------ Entries supplied ------

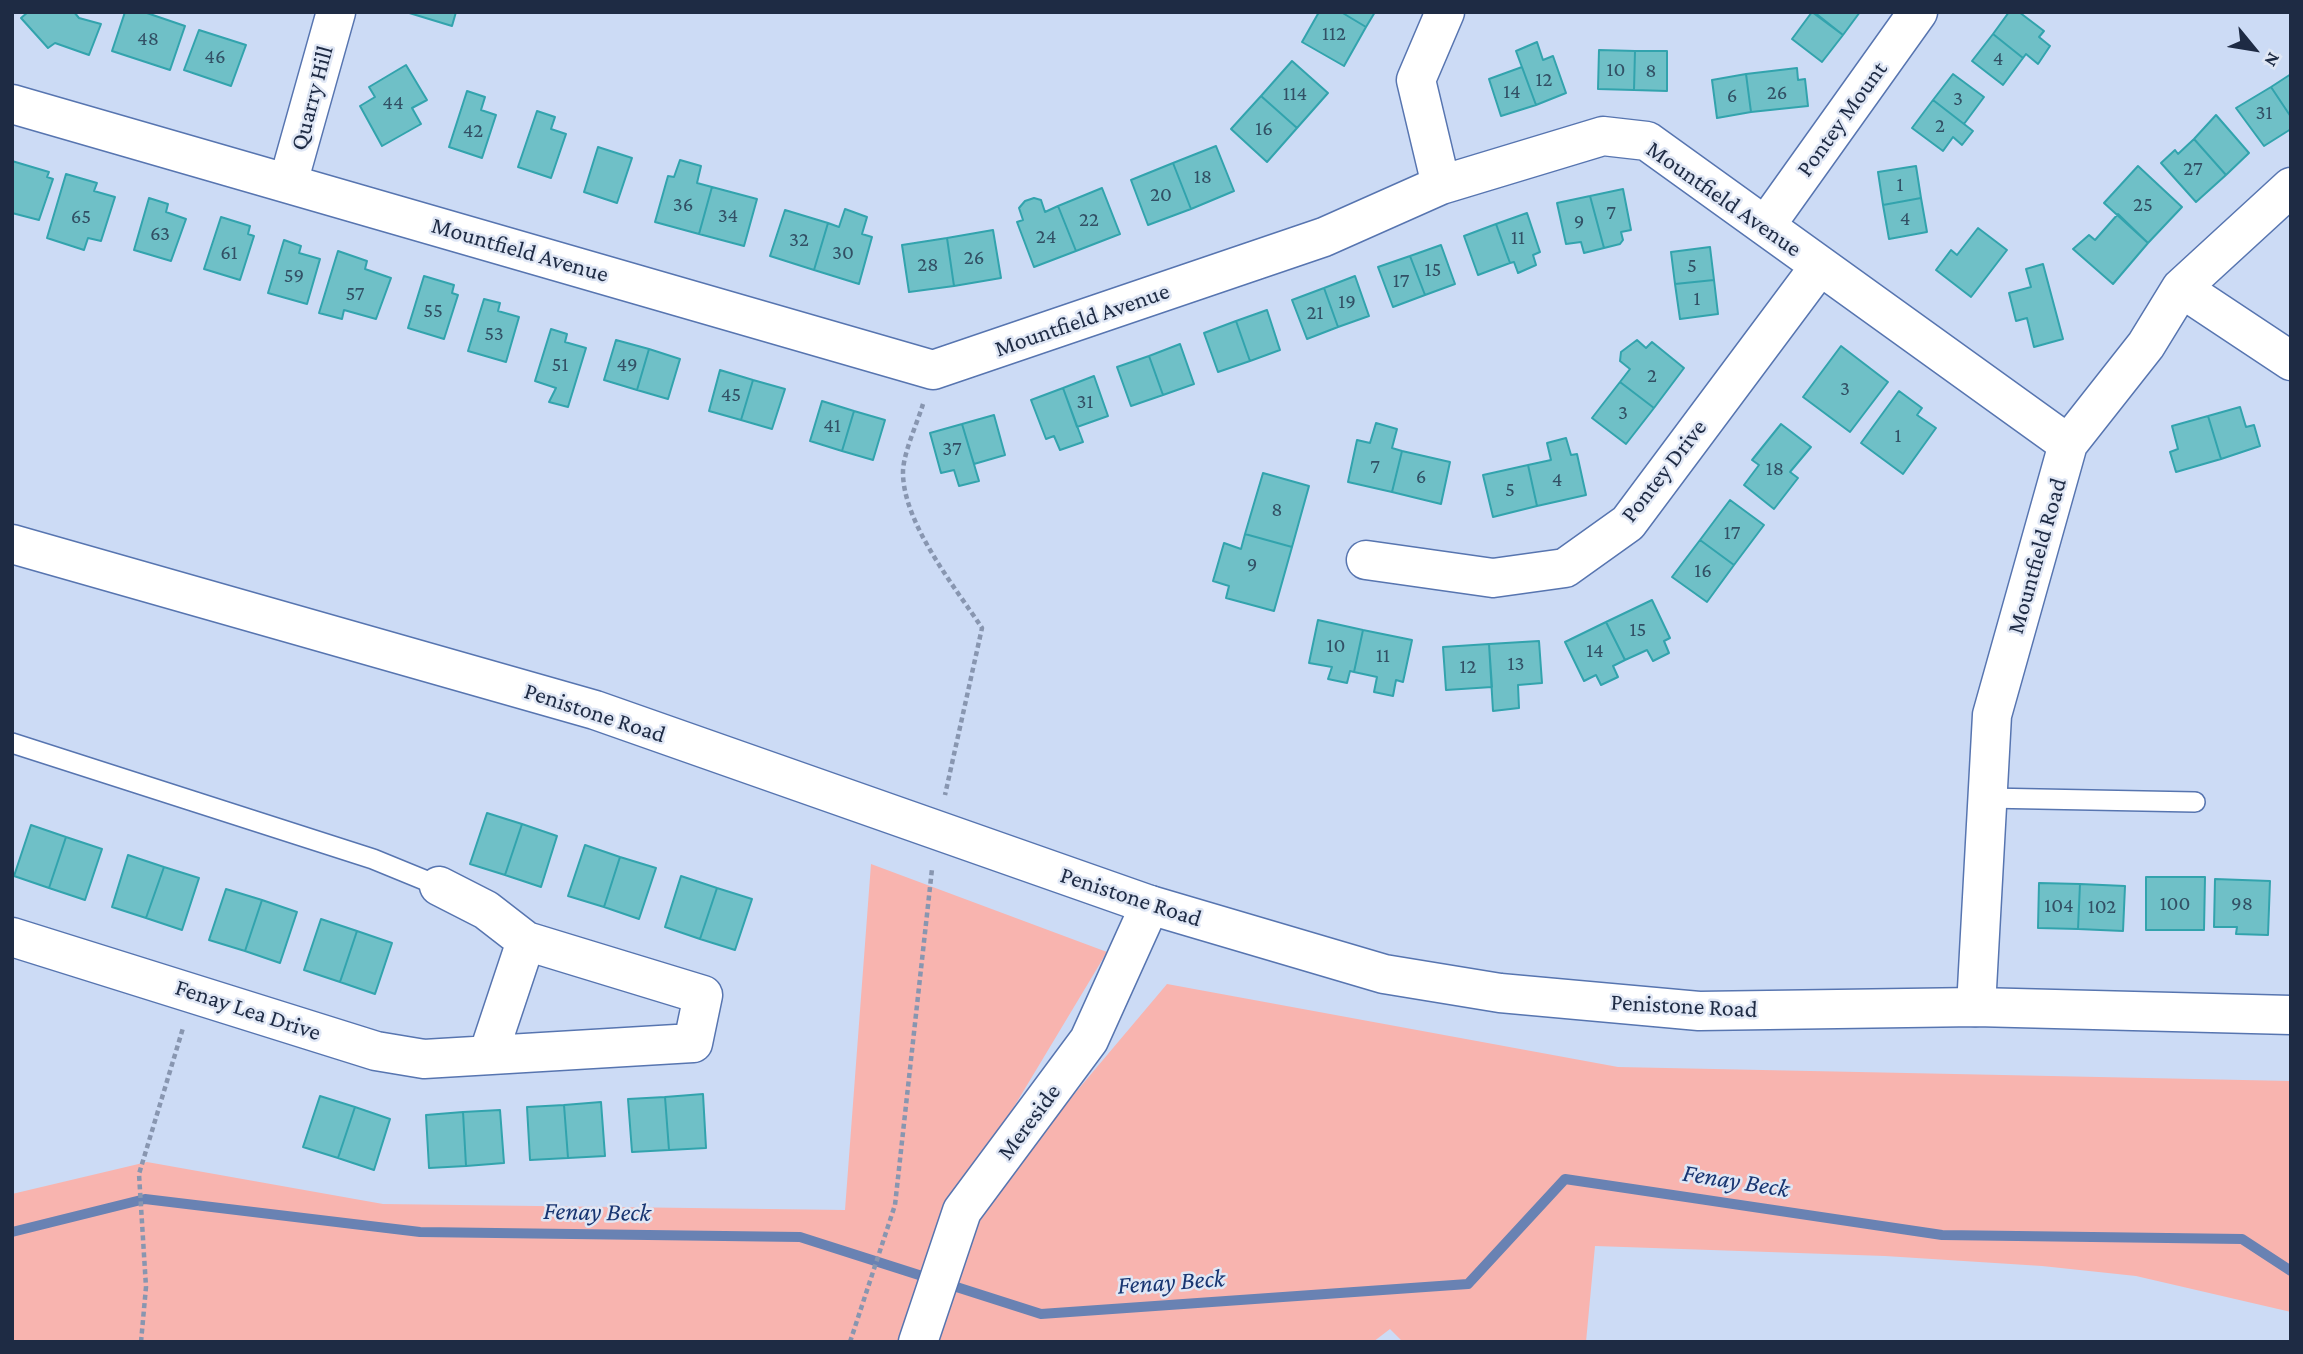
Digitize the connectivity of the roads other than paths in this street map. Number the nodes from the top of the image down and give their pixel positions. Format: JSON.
{"nodes":[{"id":1,"x":336,"y":12,"type":"edge"},
{"id":2,"x":1444,"y":12,"type":"edge"},
{"id":3,"x":1918,"y":12,"type":"edge"},
{"id":4,"x":32,"y":101,"type":"edge"},
{"id":5,"x":288,"y":183,"type":"junction"},
{"id":6,"x":1441,"y":185,"type":"junction"},
{"id":7,"x":2291,"y":187,"type":"edge"},
{"id":8,"x":1766,"y":225,"type":"junction"},
{"id":9,"x":1819,"y":267,"type":"junction"},
{"id":10,"x":2181,"y":288,"type":"junction"},
{"id":11,"x":2291,"y":361,"type":"edge"},
{"id":12,"x":2068,"y":444,"type":"junction"},
{"id":13,"x":12,"y":544,"type":"edge"},
{"id":14,"x":1366,"y":560,"type":"dead end"},
{"id":15,"x":12,"y":743,"type":"edge"},
{"id":16,"x":1987,"y":798,"type":"junction"},
{"id":17,"x":2195,"y":802,"type":"dead end"},
{"id":18,"x":439,"y":886,"type":"joint"},
{"id":19,"x":1150,"y":905,"type":"junction"},
{"id":20,"x":12,"y":937,"type":"edge"},
{"id":21,"x":526,"y":941,"type":"junction"},
{"id":22,"x":1976,"y":1007,"type":"junction"},
{"id":23,"x":2291,"y":1015,"type":"edge"},
{"id":24,"x":488,"y":1055,"type":"junction"},
{"id":25,"x":918,"y":1342,"type":"edge"}],
"edges":[{"from":1,"to":5,"type":"main road","name":"Quarry Hill"},
{"from":2,"to":6,"type":"main road"},
{"from":3,"to":8,"type":"main road","name":"Pontey Mount"},
{"from":4,"to":5,"type":"main road","name":"Mountfield Avenue"},
{"from":5,"to":6,"type":"main road","name":"Mountfield Avenue"},
{"from":6,"to":8,"type":"main road","name":"Mountfield Avenue"},
{"from":7,"to":10,"type":"main road","name":"Mountfield Road"},
{"from":8,"to":9,"type":"main road","name":"Mountfield Avenue"},
{"from":9,"to":12,"type":"main road","name":"Mountfield Avenue"},
{"from":9,"to":14,"type":"main road","name":"Pontey Drive"},
{"from":10,"to":11,"type":"main road"},
{"from":10,"to":12,"type":"main road","name":"Mountfield Road"},
{"from":12,"to":16,"type":"main road","name":"Mountfield Road"},
{"from":13,"to":19,"type":"main road","name":"Penistone Road"},
{"from":15,"to":18,"type":"lane"},
{"from":16,"to":17,"type":"lane"},
{"from":16,"to":22,"type":"main road","name":"Mountfield Road"},
{"from":18,"to":21,"type":"main road","name":"Fenay Lea Drive"},
{"from":19,"to":22,"type":"main road","name":"Penistone Road"},
{"from":19,"to":25,"type":"main road","name":"Mereside"},
{"from":20,"to":24,"type":"main road","name":"Fenay Lea Drive"},
{"from":21,"to":24,"type":"main road"},
{"from":21,"to":24,"type":"main road","name":"Fenay Lea Drive"},
{"from":22,"to":23,"type":"main road","name":"Penistone Road"}]}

------

For this exercise, copy each line from the listing above that has the word "nodes".

● Task output:
Digitize the connectivity of the roads other than paths in this street map. Number the nodes from the top of the image down and give their pixel positions. Format: JSON.
{"nodes":[{"id":1,"x":336,"y":12,"type":"edge"},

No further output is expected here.